◆ **Exercise requirements**: Output only the lines of the entries that follow, starting at the one with "static void I(const" and running down to the one with "cairo_set_miter_limit(c, 4);", both included and unchanged.

◆ **Collected data entries**:
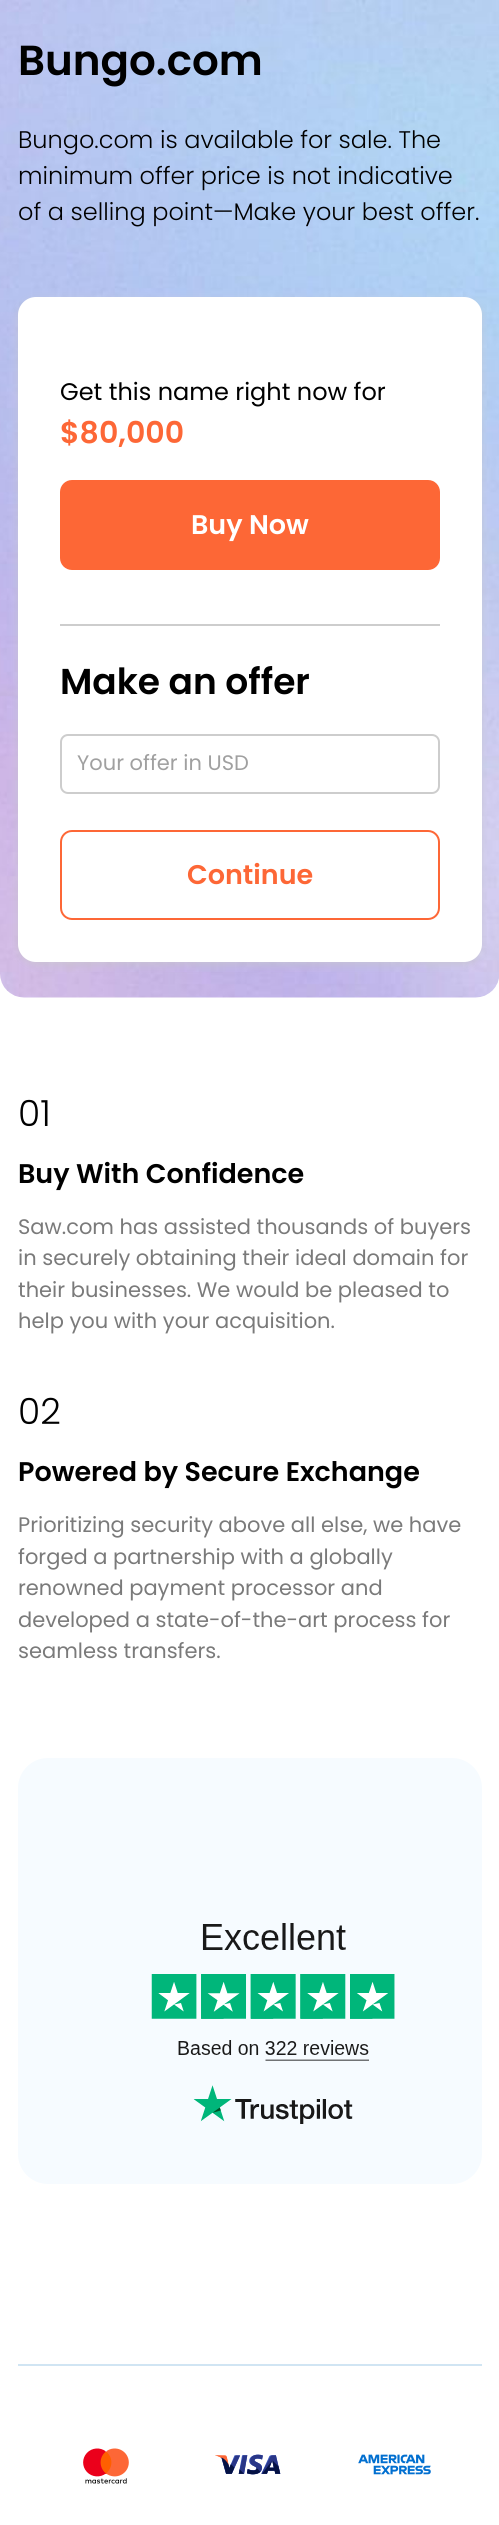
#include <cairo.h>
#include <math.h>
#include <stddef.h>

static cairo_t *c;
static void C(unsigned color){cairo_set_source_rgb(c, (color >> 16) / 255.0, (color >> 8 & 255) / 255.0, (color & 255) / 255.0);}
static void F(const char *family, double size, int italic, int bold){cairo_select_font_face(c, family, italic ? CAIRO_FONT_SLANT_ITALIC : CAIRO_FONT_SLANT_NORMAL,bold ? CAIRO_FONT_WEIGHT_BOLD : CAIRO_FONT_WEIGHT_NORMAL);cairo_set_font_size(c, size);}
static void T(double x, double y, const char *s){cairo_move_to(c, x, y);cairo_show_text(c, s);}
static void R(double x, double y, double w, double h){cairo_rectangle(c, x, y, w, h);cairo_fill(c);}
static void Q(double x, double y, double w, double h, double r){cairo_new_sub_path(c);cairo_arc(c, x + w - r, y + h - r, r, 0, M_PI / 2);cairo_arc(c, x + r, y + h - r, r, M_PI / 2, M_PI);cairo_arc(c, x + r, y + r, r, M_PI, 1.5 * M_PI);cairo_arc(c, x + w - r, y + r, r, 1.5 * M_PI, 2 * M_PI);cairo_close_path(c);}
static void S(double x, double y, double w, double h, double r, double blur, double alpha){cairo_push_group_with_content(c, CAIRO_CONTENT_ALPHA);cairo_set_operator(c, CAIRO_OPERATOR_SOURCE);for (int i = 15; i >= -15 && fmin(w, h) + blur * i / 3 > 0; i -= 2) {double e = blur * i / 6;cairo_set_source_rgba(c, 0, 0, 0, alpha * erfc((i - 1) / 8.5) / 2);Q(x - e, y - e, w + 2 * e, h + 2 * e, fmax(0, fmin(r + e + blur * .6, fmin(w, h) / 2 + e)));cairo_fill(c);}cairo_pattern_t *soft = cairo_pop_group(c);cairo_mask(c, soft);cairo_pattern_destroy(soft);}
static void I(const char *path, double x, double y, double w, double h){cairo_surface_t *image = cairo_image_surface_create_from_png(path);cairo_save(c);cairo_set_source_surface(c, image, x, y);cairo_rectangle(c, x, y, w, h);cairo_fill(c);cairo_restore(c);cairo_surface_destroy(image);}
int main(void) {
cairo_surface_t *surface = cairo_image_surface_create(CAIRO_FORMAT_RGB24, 499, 2525);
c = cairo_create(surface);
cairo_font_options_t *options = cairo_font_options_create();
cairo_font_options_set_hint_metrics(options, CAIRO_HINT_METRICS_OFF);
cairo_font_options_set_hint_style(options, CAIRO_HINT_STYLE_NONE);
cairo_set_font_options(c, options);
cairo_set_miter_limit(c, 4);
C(0xffffff);
cairo_paint(c);
I("1.png",0,0,499,998);
F("Poppins SemiBold",42,0,0);
C(0x000000);
T(18,75,"Bungo.com");
F("Poppins Light",24,0,0);
T(18,148,"Bungo.com is available for sale. The");
T(18,184,"minimum offer price is not indicative");
T(18,220,"of a selling point—Make your best offer.");
C(0xc9c9c9);
S(18,300,464,665,18,4,.6);
C(0xffffff);
Q(18,297,464,665,18);
cairo_fill(c);
F("Poppins",24,0,0);
C(0x000000);
T(60,400,"Get this name right now for");
F("Poppins SemiBold",30,0,0);
C(0xfd6736);
T(60,443,"$80,000");
Q(60,480,380,90,12);
cairo_fill(c);
F("Poppins SemiBold",27,0,0);
C(0xffffff);
T(191,534,"Buy Now");
C(0xcdcdcd);
R(60,624,380,2);
F("Poppins SemiBold",36,0,0);
C(0x000000);
T(60,694,"Make an offer");
Q(61,735,378,58,7);
C(0xcdcdcd);
cairo_stroke(c);
F("Poppins",21,0,0);
C(0xa0a0a0);
T(77,770,"Your offer in USD");
Q(61,831,378,88,11);
C(0xfd6736);
cairo_stroke(c);
F("Poppins SemiBold",27,0,0);
T(187,884,"Continue");
F("Poppins Light",36,0,0);
C(0x000000);
T(18,1126,"01");
F("Poppins SemiBold",27,0,0);
T(18,1183,"Buy With Confidence");
F("Poppins",21,0,0);
C(0x7a7a7a);
T(18,1234,"Saw.com has assisted thousands of buyers");
T(18,1265,"in securely obtaining their ideal domain for");
T(18,1297,"their businesses. We would be pleased to");
T(18,1328,"help you with your acquisition.");
F("Poppins Light",36,0,0);
C(0x000000);
T(18,1424,"02");
F("Poppins SemiBold",27,0,0);
T(18,1481,"Powered by Secure Exchange");
F("Poppins",21,0,0);
C(0x7a7a7a);
T(18,1532,"Prioritizing security above all else, we have");
T(18,1564,"forged a partnership with a globally");
T(18,1595,"renowned payment processor and");
T(18,1627,"developed a state-of-the-art process for");
T(18,1658,"seamless transfers.");
C(0xf6fbff);
Q(18,1758,464,426,30);
cairo_fill(c);
I("2.png",151,1923,244,201);
C(0xd1e5f3);
R(18,2364,464,2);
I("3.png",83,2448,46,36);
I("4.png",215,2454,66,21);
I("5.png",358,2454,73,21);
cairo_surface_write_to_png(surface, "o.png");
cairo_font_options_destroy(options);
cairo_destroy(c);
cairo_surface_destroy(surface);
return 0;
}
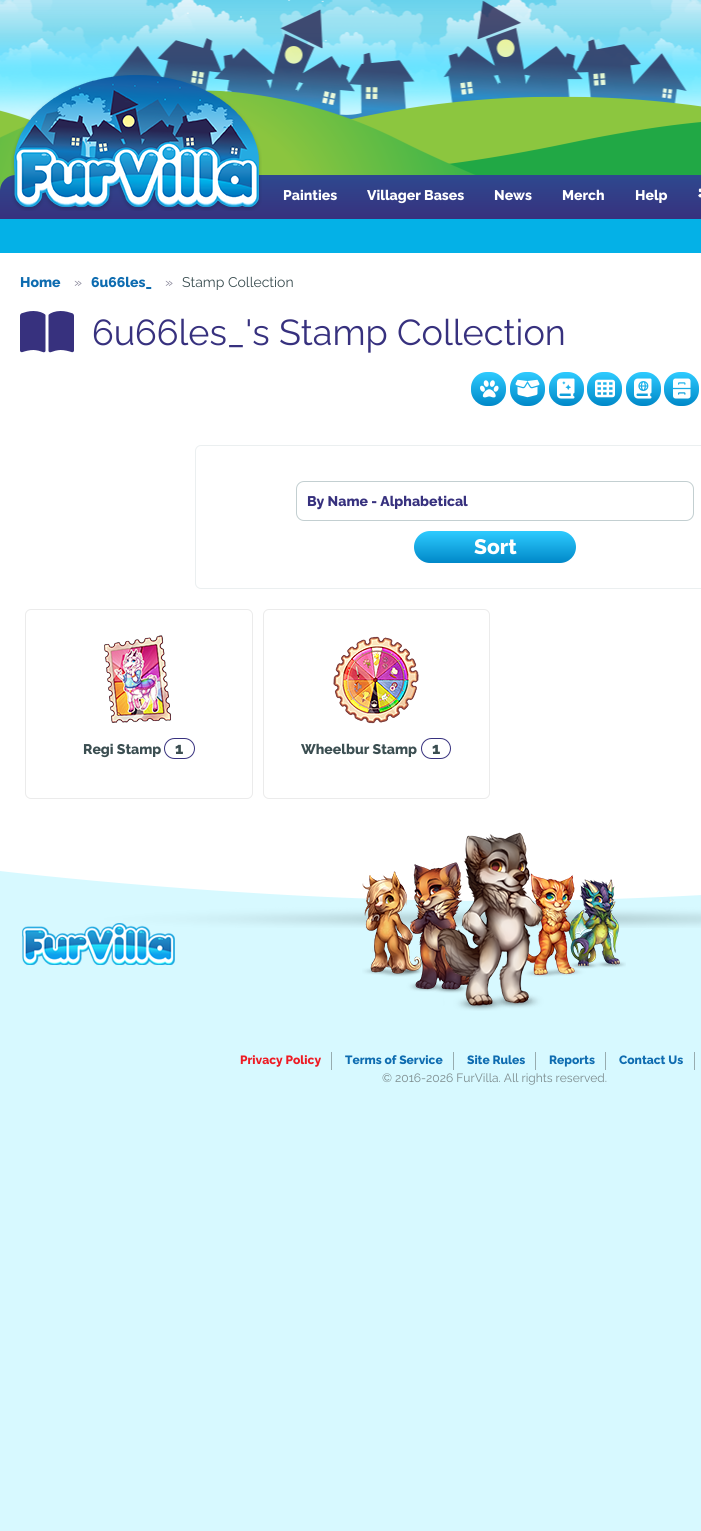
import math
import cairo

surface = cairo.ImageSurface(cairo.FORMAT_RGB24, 701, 1531)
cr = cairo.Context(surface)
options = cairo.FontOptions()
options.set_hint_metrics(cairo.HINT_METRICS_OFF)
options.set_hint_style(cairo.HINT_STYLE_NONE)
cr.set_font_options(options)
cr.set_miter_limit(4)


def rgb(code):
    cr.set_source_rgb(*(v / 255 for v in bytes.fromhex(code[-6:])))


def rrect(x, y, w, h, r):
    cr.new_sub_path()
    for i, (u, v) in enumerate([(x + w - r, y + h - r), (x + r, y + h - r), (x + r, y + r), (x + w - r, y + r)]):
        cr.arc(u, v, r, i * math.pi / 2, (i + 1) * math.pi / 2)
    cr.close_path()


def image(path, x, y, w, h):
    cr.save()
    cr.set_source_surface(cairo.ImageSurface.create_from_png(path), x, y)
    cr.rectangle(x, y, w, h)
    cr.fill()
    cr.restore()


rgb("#d7f9ff")
cr.paint()
image("img/1.png", 0, 0, 701, 191)
gradient = cairo.LinearGradient(495, 175, 495, 219)
gradient.add_color_stop_rgba(0, 0.18, 0.286, 0.561, 1)
gradient.add_color_stop_rgba(1, 0.216, 0.192, 0.494, 1)
cr.set_source(gradient)
cr.new_path()
cr.move_to(16, 175)
cr.line_to(701, 175)
cr.curve_to(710, 175, 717, 182, 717, 191)
cr.line_to(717, 219)
cr.line_to(0, 219)
cr.line_to(0, 191)
cr.curve_to(0, 182, 7, 175, 16, 175)
cr.close_path()
cr.fill()
image("img/2.png", 11, 75, 251, 136)
image("img/3.png", 698, 188, 3, 10)
rgb("#04b1e7")
cr.rectangle(0, 219, 701, 34)
cr.fill()
rgb("#ffffff")
cr.rectangle(0, 253, 701, 616)
cr.fill()
image("img/4.png", 20, 311, 54, 42)
gradient = cairo.LinearGradient(489, 372, 489, 406)
gradient.add_color_stop_rgba(0, 0.18, 0.796, 1, 1)
gradient.add_color_stop_rgba(1, 0, 0.533, 0.784, 1)
cr.set_source(gradient)
rrect(471, 372, 35, 34, 16)
cr.fill()
image("img/5.png", 480, 380, 19, 18)
gradient = cairo.LinearGradient(528, 372, 528, 406)
gradient.add_color_stop_rgba(0, 0.18, 0.796, 1, 1)
gradient.add_color_stop_rgba(1, 0, 0.533, 0.784, 1)
cr.set_source(gradient)
rrect(510, 372, 35, 34, 16)
cr.fill()
image("img/6.png", 515, 379, 25, 19)
gradient = cairo.LinearGradient(567, 372, 567, 406)
gradient.add_color_stop_rgba(0, 0.18, 0.796, 1, 1)
gradient.add_color_stop_rgba(1, 0, 0.533, 0.784, 1)
cr.set_source(gradient)
rrect(549, 372, 35, 34, 16)
cr.fill()
image("img/7.png", 557, 378, 18, 21)
gradient = cairo.LinearGradient(605, 372, 605, 406)
gradient.add_color_stop_rgba(0, 0.18, 0.796, 1, 1)
gradient.add_color_stop_rgba(1, 0, 0.533, 0.784, 1)
cr.set_source(gradient)
rrect(587, 372, 35, 34, 16)
cr.fill()
image("img/8.png", 595, 379, 20, 19)
gradient = cairo.LinearGradient(644, 372, 644, 406)
gradient.add_color_stop_rgba(0, 0.18, 0.796, 1, 1)
gradient.add_color_stop_rgba(1, 0, 0.533, 0.784, 1)
cr.set_source(gradient)
rrect(626, 372, 35, 34, 16)
cr.fill()
image("img/9.png", 634, 378, 18, 21)
gradient = cairo.LinearGradient(682, 372, 682, 406)
gradient.add_color_stop_rgba(0, 0.18, 0.796, 1, 1)
gradient.add_color_stop_rgba(1, 0, 0.533, 0.784, 1)
cr.set_source(gradient)
rrect(664, 372, 35, 34, 16)
cr.fill()
image("img/10.png", 673, 378, 18, 21)
rrect(195.5, 445.5, 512, 143, 5.5)
rgb("#ebeff0")
cr.set_line_width(1)
cr.stroke()
rrect(296.5, 481.5, 397, 39, 7.5)
rgb("#c3cfd1")
cr.stroke()
gradient = cairo.LinearGradient(495, 531, 495, 563)
gradient.add_color_stop_rgba(0, 0.18, 0.796, 1, 1)
gradient.add_color_stop_rgba(1, 0, 0.533, 0.784, 1)
cr.set_source(gradient)
rrect(414, 531, 162, 32, 16)
cr.fill()
rrect(25.5, 609.5, 227, 189, 5.5)
rgb("#ebebeb")
cr.stroke()
image("img/11.png", 104, 635, 67, 88)
rrect(164.5, 738.5, 30, 20, 10)
rgb("#37317e")
cr.stroke()
rrect(263.5, 609.5, 226, 189, 5.5)
rgb("#ebebeb")
cr.stroke()
image("img/12.png", 333, 636, 86, 88)
rrect(421.5, 738.5, 29, 20, 10)
rgb("#37317e")
cr.stroke()
image("img/13.png", 0, 869, 701, 59)
image("img/14.png", 22, 923, 153, 42)
image("img/15.png", 362, 832, 264, 179)
for x, y, w, h, color in [
    (331, 1052, 1, 18, "#97acaf"),
    (453, 1052, 1, 18, "#97acaf"),
    (535, 1052, 1, 18, "#97acaf"),
    (605, 1052, 1, 18, "#97acaf"),
    (694, 1052, 1, 18, "#97acaf"),
]:
    rgb(color)
    cr.rectangle(x, y, w, h)
    cr.fill()
cr.select_font_face("Raleway ExtraBold")
cr.set_font_size(14)
rgb("#ffffff")
for x, y, s in [
    (283, 200, "Painties"),
    (367, 200, "Villager Bases"),
    (494, 200, "News"),
    (562, 200, "Merch"),
    (635, 200, "Help"),
]:
    cr.move_to(x, y)
    cr.show_text(s)
rgb("#0e6cb0")
cr.move_to(20, 287)
cr.show_text("Home")
cr.select_font_face("Raleway")
rgb("#838195")
cr.move_to(74, 287)
cr.show_text("»")
cr.select_font_face("Raleway ExtraBold")
rgb("#0e6cb0")
cr.move_to(91, 287)
cr.show_text("6u66les_")
cr.select_font_face("Raleway")
rgb("#838195")
cr.move_to(165, 287)
cr.show_text("»")
rgb("#3b4e51")
cr.move_to(182, 287)
cr.show_text("Stamp Collection")
cr.set_font_size(36)
rgb("#37317e")
cr.move_to(92, 345)
cr.show_text("6u66les_'s Stamp Collection")
cr.select_font_face("Raleway ExtraBold")
cr.set_font_size(14)
cr.move_to(307, 506)
cr.show_text("By Name - Alphabetical")
cr.set_font_size(21)
rgb("#ffffff")
cr.move_to(474, 554)
cr.show_text("Sort")
cr.set_font_size(14)
rgb("#3b4e51")
cr.move_to(83, 754)
cr.show_text("Regi Stamp")
cr.set_font_size(16)
cr.move_to(175, 754)
cr.show_text("1")
cr.set_font_size(14)
cr.move_to(301, 754)
cr.show_text("Wheelbur Stamp")
cr.set_font_size(16)
cr.move_to(432, 754)
cr.show_text("1")
cr.set_font_size(12)
rgb("#ed1c24")
cr.move_to(240, 1064)
cr.show_text("Privacy Policy")
rgb("#0e6cb0")
for x, y, s in [
    (345, 1064, "Terms of Service"),
    (467, 1064, "Site Rules"),
    (549, 1064, "Reports"),
    (619, 1064, "Contact Us"),
]:
    cr.move_to(x, y)
    cr.show_text(s)
cr.select_font_face("Raleway")
rgb("#7b8a8c")
cr.move_to(382, 1082)
cr.show_text("© 2016-2026 FurVilla. All rights reserved.")
surface.write_to_png("page.png")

◆ **Result below**:
static void I(const char *path, double x, double y, double w, double h){cairo_surface_t *image = cairo_image_surface_create_from_png(path);cairo_save(c);cairo_set_source_surface(c, image, x, y);cairo_rectangle(c, x, y, w, h);cairo_fill(c);cairo_restore(c);cairo_surface_destroy(image);}
int main(void) {
cairo_surface_t *surface = cairo_image_surface_create(CAIRO_FORMAT_RGB24, 499, 2525);
c = cairo_create(surface);
cairo_font_options_t *options = cairo_font_options_create();
cairo_font_options_set_hint_metrics(options, CAIRO_HINT_METRICS_OFF);
cairo_font_options_set_hint_style(options, CAIRO_HINT_STYLE_NONE);
cairo_set_font_options(c, options);
cairo_set_miter_limit(c, 4);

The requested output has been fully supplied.